Exercise details - Determine how many lines in the entries below include "edges". The reply should be that number and nothing else.

Stored data -

•••

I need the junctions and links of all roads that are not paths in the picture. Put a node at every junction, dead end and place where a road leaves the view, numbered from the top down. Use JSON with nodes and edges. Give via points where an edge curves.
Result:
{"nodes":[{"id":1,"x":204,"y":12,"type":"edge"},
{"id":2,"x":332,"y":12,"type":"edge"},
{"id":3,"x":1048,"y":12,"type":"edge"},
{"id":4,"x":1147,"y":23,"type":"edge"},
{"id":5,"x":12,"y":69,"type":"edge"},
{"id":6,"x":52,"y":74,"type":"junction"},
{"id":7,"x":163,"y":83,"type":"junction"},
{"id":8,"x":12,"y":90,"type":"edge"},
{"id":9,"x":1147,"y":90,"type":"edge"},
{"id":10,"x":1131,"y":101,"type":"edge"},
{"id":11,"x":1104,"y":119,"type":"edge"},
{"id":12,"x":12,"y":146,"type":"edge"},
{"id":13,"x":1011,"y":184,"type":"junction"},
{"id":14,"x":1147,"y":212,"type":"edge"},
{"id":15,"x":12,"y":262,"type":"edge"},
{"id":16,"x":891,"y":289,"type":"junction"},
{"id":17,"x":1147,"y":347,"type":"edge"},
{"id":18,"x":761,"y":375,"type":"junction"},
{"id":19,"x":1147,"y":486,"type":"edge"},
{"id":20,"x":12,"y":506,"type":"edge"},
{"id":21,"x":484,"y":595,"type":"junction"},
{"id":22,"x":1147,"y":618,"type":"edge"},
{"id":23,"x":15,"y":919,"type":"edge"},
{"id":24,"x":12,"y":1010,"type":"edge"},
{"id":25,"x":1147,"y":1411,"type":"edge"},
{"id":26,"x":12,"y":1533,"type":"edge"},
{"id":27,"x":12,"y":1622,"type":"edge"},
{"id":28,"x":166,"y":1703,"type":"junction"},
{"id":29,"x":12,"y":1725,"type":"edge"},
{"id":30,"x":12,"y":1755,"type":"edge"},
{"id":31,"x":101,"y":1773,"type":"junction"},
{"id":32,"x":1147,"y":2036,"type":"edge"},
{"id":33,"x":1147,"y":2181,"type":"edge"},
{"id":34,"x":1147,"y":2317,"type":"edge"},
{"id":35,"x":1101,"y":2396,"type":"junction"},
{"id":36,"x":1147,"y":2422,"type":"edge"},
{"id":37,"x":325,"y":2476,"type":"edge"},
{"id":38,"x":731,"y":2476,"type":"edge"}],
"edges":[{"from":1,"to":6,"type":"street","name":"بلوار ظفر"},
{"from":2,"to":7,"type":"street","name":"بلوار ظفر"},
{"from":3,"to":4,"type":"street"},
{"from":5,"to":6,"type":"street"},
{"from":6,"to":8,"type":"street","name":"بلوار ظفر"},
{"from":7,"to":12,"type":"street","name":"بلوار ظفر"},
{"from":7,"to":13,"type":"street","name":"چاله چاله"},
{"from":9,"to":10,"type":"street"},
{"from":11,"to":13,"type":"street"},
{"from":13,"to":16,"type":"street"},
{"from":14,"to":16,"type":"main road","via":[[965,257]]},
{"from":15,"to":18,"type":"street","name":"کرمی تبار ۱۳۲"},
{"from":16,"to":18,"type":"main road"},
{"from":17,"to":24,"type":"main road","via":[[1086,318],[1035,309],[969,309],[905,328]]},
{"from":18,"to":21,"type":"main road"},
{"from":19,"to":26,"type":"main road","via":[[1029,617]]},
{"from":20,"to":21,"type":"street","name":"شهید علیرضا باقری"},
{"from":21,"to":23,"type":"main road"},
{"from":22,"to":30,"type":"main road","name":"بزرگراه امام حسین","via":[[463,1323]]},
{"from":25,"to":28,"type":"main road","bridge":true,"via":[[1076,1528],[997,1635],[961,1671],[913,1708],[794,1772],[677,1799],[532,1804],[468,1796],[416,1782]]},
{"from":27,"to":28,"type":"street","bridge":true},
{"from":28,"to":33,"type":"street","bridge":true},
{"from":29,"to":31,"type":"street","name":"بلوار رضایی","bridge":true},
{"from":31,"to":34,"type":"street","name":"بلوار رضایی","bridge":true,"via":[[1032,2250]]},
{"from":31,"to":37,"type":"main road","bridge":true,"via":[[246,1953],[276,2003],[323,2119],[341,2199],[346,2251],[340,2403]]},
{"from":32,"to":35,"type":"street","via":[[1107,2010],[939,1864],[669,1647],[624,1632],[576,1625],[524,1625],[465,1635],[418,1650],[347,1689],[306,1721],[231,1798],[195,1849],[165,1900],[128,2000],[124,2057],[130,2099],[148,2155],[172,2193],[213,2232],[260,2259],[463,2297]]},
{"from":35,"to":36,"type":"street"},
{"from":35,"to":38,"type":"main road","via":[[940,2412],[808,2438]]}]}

•••

Output of the task - 2